LOS ANGELES (CN) — The family of Stanley Wilson Jr., the former Detroit Lions cornerback who died three years ago while in custody, can proceed with their wrongful death lawsuit against Los Angeles County.
LA County Superior Court Judge Richard Fruin on Wednesday denied the county’s bid to throw out the family’s fourth amended complaint for failure to go through the proper claim procedures before filing suit.
The county argued that the family has changed its theory of how the 40-year-old Wilson, who suffered from mental illness, died in its amended complaint, from excessive force while he was being restrained on Feb. 1, 2023, to inadequate medical treatment while he was incarcerated at the Twin Towers Jail in downtown LA.
However, the county maintains, when the family initially filed a claim in 2023 with the county — as a legally required step before bringing a lawsuit — they only argued Wilson died of unconstitutional excessive force in the hours before his death. They didn’t argue at the time that Wilson’s death was caused by medical negligence as they now do in their amended complaint, and the county didn’t investigate this theory before rejecting the family’s claim in 2023, the county argued.
“Each theory must be included in a government claim,” Chandler Parker, an attorney for the county argued at the hearing. “This a completely different theory, not an elaboration.”
According to the attorney, the county went through great length in 2023 to investigate whether Wilson’s death was the result of concealed excessive force by sheriff deputies, including reviewing many hours of video evidence, but not medical negligence because the family wasn’t claiming that at the time.
The judge wasn’t persuaded by the county’s argument and adopted his tentative decision that denied the motion for judgment on the pleadings.
“Even if the operative [fourth amended complaint] no longer relies on the excessive force allegations referenced in the government claims and instead focuses on medical negligence and unconstitutional conditions of confinement, the crux of the government claim remains applicable: that the county’s policies and practices related to the treatment of mentally ill inmates wrongfully caused decedent’s death,” Fruin said in his tentative.
The former NFL player had multiple run-ins with the law after an injury ended his career in 2008. In August 2022, he was arrested for property-related offenses, reportedly after he had entered a Hollywood Hills home during a psychotic episode, and jailed in the downtown jail.
He was found incompetent to stand trial, and the court ordered him to be committed to Metropolitan State Hospital no later than Dec. 5, 2022.
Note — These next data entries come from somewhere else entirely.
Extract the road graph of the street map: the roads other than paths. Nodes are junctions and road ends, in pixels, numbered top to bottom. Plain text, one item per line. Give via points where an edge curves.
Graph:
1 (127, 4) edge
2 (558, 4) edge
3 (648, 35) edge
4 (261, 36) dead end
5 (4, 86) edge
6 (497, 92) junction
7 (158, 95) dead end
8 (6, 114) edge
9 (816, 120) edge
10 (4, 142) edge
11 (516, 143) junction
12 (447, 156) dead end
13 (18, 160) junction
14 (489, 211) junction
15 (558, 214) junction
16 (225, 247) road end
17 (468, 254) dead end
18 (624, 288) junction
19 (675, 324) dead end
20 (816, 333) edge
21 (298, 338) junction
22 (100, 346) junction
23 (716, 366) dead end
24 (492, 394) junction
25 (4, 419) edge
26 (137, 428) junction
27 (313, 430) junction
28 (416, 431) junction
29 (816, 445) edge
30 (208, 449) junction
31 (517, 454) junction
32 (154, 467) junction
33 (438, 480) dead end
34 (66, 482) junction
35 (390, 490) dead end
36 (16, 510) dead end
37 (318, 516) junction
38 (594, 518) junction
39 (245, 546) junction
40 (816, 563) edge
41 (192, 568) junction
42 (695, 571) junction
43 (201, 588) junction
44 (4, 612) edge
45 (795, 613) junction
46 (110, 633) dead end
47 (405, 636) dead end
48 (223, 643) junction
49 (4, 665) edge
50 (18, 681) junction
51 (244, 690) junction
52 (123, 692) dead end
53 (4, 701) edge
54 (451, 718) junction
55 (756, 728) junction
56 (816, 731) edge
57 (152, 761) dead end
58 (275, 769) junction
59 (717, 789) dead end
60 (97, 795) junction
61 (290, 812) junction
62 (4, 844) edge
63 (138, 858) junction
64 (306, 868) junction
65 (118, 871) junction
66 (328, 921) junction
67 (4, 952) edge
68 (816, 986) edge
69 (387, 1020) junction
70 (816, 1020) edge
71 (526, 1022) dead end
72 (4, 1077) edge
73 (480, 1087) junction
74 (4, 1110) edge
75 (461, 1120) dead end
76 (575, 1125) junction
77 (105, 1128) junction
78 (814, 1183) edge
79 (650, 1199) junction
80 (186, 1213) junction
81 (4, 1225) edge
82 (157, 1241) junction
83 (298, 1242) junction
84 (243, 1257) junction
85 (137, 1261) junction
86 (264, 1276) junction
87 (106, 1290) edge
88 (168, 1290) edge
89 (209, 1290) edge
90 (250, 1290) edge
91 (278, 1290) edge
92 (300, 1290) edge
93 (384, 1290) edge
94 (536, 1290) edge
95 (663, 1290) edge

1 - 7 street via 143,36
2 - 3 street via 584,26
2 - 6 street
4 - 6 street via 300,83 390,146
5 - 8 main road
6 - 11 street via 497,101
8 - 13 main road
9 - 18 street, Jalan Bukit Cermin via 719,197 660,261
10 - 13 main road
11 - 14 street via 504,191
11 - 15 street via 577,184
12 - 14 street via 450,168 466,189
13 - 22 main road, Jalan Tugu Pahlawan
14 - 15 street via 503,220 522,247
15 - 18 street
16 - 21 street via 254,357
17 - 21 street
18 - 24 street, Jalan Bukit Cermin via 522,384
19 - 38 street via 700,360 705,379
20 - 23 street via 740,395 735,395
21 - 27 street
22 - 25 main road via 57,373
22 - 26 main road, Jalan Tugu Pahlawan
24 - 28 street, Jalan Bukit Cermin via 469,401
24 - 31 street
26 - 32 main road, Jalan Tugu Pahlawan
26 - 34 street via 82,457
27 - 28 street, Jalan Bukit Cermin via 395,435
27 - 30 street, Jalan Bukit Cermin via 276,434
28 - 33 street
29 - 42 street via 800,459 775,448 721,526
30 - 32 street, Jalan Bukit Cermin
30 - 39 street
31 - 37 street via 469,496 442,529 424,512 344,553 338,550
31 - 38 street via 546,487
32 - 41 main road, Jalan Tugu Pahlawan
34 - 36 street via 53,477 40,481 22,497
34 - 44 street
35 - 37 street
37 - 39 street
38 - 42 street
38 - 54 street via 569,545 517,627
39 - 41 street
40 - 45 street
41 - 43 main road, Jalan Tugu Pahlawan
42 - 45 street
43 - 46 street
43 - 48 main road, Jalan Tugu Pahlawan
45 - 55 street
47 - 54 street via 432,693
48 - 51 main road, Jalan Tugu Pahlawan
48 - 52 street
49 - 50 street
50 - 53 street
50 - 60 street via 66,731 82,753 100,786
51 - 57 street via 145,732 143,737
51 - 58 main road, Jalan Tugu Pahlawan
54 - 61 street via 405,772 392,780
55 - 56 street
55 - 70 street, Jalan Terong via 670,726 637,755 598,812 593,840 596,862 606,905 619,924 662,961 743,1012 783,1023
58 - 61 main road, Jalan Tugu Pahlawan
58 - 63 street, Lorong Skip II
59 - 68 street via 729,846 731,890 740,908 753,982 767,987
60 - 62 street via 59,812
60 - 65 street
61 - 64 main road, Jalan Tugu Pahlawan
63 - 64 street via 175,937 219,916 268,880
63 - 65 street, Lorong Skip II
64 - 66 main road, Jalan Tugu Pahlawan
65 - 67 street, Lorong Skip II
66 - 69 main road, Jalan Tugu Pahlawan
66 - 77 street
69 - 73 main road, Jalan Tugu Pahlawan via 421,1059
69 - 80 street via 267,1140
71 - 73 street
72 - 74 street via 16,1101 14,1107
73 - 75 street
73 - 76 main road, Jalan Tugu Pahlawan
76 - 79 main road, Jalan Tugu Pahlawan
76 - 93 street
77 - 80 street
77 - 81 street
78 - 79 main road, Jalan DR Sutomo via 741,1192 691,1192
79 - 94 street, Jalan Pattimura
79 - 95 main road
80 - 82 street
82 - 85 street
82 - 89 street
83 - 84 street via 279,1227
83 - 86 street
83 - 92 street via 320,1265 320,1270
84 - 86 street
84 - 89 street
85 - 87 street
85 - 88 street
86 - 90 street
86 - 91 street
But despite this court order, the county failed to comply with deadline and denied Wilson the immediate and emergency medical care he required for his serious and deteriorating health issues, the family claims.
It wasn’t until Feb. 1, 2023, that Wilson was transferred to the hospital, where he was pronounced dead the same day. His cause of death was determined to be pulmonary thromboembolism, or a blood clot in his lungs.